In a way, even the constituent process itself helps to explain the phenomenon of voting for Kast in that election. In 2017, he obtained 7.9% of the vote, less than a third of the current proportion. The protests in the country, conflicts with Mapuche communities in the south and the establishment of a Constituent Assembly were seen as victories for the left, contributing to a greater polarization of the right in the country.

Chamber on the left, Senate on the right

In addition to the presidential vote, Chileans also voted for the 155 seats in the Chamber of Deputies and for 27 of the 50 Senate seats. In the House we will have an almost even division. The largest caucus will be the center-right Chile coalition Podemos Más, Piñera and Sichel, with 53 seats. Next, Nuevo Pacto Social, from Provoste, and Apruebo Dignidad, from Boric, each with 37 seats.

Five more seats went to the left, Dignidad Ahora taking three and the Greens taking two, and another 22 seats to the right. Kast’s Christian Social Front elected 15 MPs, the fourth largest coalition in the House. In total, the left will have 79 seats, the right will have 75, plus an independent candidate, Carlos Bianchi Chelech, from Punta Arenas, closes the count of 155 deputies.

The bill for the Senate is more complex and, modestly, it is something little explained in the Brazilian international media. Until 2015, the Chilean upper house had 38 seats. A renovation enlarged the house to 50 in two stages. First, it rose to 43 in 2017 and now to 50 senators. There were 27 chairs at stake. Twenty of them are already occupied, plus seven seats that will be “inaugurated” in this legislature.

Of the 20 seats occupied, 11 were on the left, seven on the right and one independent. The results of last weekend’s elections show that, of the 27 seats in contention, the right won 13, the left 12, and two other independent senators, Karim Bianchi, from the Magallanes region, and Fabiola Campillai, from the metropolitan region of Santiago.

Among the elected senators, more specifically, four are from the Boric coalition and one is from the Kast coalition. Yet, in general terms, it was an expressive right turn in the Chilean Senate, virtually doubling its previous bench and winning most of the House enlargement seats. The design of the next Senate will be 25 seats on the right, 22 on the left and three independents.

These accounts mean two things. First of all, any winner will have to negotiate with the other coalitions of his ideological spectrum in order to be able to govern. Second, even so, no candidate will have, at least ideologically speaking, a majority in both houses. Kast will face a House with a left majority, while Boric will face a Senate with a right majority.
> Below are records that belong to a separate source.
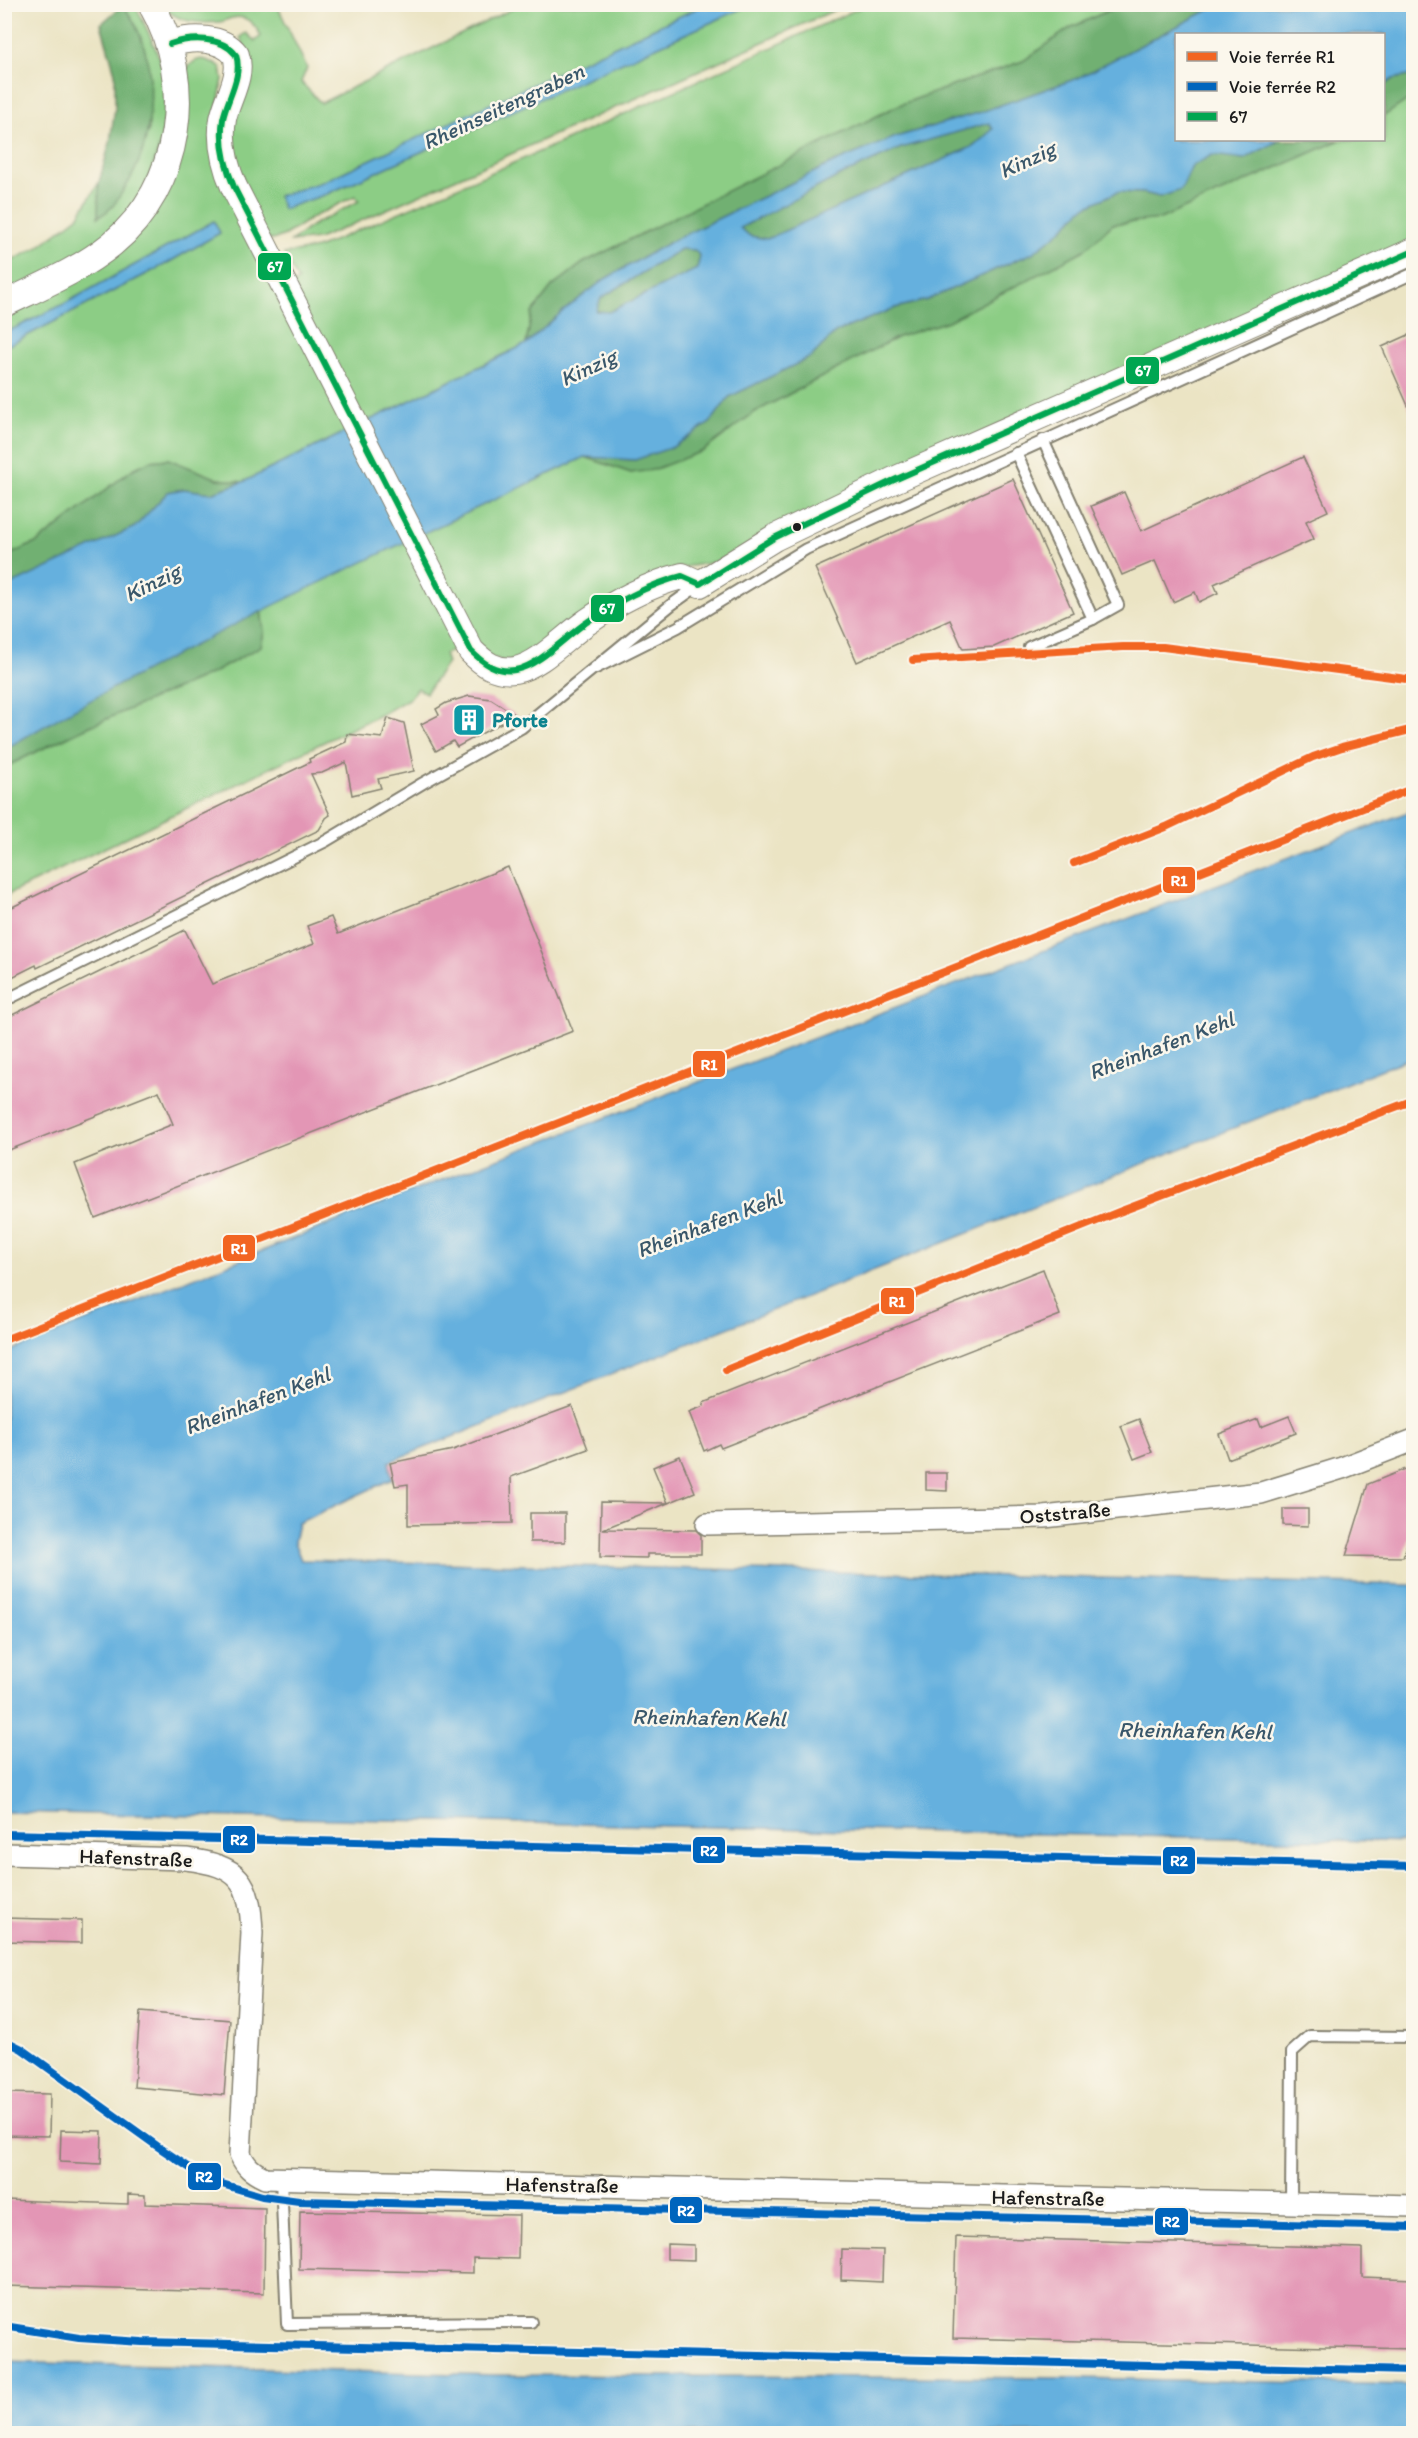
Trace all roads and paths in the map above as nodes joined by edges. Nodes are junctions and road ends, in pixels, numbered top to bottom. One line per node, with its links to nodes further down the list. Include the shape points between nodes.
1 (151, 4): 2 (street)
2 (170, 44): 5 (street, via 177,87 175,130 168,164 146,207 95,257); 8 (street, via 181,40 221,42 236,56 238,72 222,137 234,188 471,651 485,664 518,670 535,662 604,610 682,576)
3 (1413, 251): 8 (street, via 892,481 774,538)
4 (1413, 273): 6 (lane)
5 (4, 304)
6 (1043, 441): 7 (lane); 9 (lane, via 1118,605)
7 (1016, 453): 9 (lane); 11 (lane, via 806,549 678,627)
8 (700, 584): 11 (lane)
9 (1093, 619): 10 (lane)
10 (1029, 647)
11 (596, 668): 12 (lane, via 521,728 326,841)
12 (4, 1001)
13 (1413, 1440): 14 (street, Oststraße, via 1342,1468 1249,1495 1044,1517)
14 (707, 1524)
15 (4, 1854): 17 (street, Hafenstraße, via 186,1859 208,1862 237,1876 251,1904 252,1933 240,2154 252,2172 265,2178)
16 (1413, 2037): 18 (lane, via 1310,2036 1292,2052)
17 (281, 2178): 18 (street, Hafenstraße); 20 (lane, via 287,2324)
18 (1291, 2204): 19 (street, Hafenstraße)
19 (1413, 2206)
20 (531, 2322)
A contested election, high rejections, a divided Congress, a functional Constituent Assembly and the possibility of winning half of the absentees of the electorate. On the one hand, it looks like a tense and bitter scenario, a nightmare for a country. On the other hand, if there is no interference in this process, it is part of the democratic maturation of a country which continues and will continue to be a historic example for the region. It would not be fair to ask for a homogeneous community. Kast and Boric, in a way, represent sections of Chilean society. It remains to be seen who will be the winner.